Having survived a childhood of extreme poverty, Paulo Freire was intimately aware of the dehumanization that deprivation creates. At a young age, he vowed to dedicate his life to the “struggle against hunger,” and as an adult, he kept that vow by undertaking the education of thousands of illiterate Brazilian and Chilean peasants who were the victims of paternalism, indigence, and disenfranchisement. His views on education and the struggle for liberty are captured in Pedagogy of the Oppressed, the first of his writings to be translated and published in the United States and, therefore, the work that introduced his research and methodology to the American academic world and general public. Some critics found the work vague, redundant, and needlessly complex, however, the greatest objections were caused by its content. Some felt the work advocated revolution and others criticized the work for its liberal use of quotes and concepts from socialist and communist leaders Vladimir Lenin, Karl Marx, Mao Zedong, and others. It was obvious, however, that Freire had developed a unique educational method that worked within the parameters of his environment.

Literacy and Liberty

(Student Guide to World Philosophy)

During the twentieth century, South America was a region marked by political unrest and turmoil. Although a democratic election policy was in place in Brazil, the population consisted largely of peasants whose illiteracy made them legally unqualified to vote. In an effort to remedy this problem, the University of Recife in Brazil created the Cultural Extension Service, which undertook the literacy training of thousands. Freire was named the first director of this organization.

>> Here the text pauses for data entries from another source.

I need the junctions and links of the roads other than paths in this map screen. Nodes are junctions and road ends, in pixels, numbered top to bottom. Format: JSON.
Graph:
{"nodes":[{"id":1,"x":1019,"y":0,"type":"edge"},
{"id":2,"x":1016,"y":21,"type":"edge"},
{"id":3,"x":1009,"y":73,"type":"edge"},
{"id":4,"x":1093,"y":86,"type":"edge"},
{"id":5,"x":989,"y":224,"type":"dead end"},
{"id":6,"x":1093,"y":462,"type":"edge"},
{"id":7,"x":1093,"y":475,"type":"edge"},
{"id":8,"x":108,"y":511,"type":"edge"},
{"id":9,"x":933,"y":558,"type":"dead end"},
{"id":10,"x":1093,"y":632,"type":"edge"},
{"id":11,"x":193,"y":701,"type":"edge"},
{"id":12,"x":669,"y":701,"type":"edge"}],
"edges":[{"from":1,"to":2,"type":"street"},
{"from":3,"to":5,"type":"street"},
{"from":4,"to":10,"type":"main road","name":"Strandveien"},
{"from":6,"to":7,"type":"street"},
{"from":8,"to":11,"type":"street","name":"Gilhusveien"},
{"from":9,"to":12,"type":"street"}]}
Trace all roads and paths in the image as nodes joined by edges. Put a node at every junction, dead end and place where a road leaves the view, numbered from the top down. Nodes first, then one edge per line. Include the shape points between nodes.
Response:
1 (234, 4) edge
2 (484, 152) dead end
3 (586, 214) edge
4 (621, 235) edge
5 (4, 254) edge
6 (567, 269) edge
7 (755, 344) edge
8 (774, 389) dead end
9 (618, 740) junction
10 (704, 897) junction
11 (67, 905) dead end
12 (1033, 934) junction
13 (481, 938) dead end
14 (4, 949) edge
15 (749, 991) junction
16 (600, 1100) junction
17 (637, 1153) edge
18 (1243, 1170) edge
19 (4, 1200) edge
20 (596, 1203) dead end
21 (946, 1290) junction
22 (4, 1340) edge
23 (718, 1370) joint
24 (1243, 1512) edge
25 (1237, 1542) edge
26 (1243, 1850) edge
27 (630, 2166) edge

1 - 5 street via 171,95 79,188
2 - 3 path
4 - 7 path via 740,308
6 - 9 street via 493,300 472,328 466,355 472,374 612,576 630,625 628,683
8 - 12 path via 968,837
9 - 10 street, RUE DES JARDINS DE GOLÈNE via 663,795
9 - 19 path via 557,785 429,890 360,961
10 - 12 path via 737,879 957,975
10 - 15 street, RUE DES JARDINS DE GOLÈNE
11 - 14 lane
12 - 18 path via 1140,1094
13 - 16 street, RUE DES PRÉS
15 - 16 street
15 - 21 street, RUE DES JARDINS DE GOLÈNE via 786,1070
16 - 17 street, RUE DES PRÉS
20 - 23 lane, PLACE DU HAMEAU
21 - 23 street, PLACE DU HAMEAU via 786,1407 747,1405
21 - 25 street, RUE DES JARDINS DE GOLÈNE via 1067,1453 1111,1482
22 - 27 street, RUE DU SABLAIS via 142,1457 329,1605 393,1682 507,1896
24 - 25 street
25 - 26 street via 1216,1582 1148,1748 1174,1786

When he began the education process, Freire was appalled at the curriculum and texts that were then in use. The curriculum was structured in accordance with what he labeled the “banking system of education,” wherein the teacher speaks and the students listen, memorize, and recite. The textbooks were compiled using a sophisticated vocabulary and imbued in middle-and upper-class values. Freire felt this information would be of little use to a primarily agrarian, impoverished population. Therefore, he devised a workable system based on the milieu of the people, employing their day-to-day language and concepts and encouraging dialogue and critical thinking. He felt that true education could not be accomplished until the teacher and student realized that each simultaneously plays both roles. Additionally, he believed peasants should be empowered through the educational process, so he undertook their political, sociological, and historical training.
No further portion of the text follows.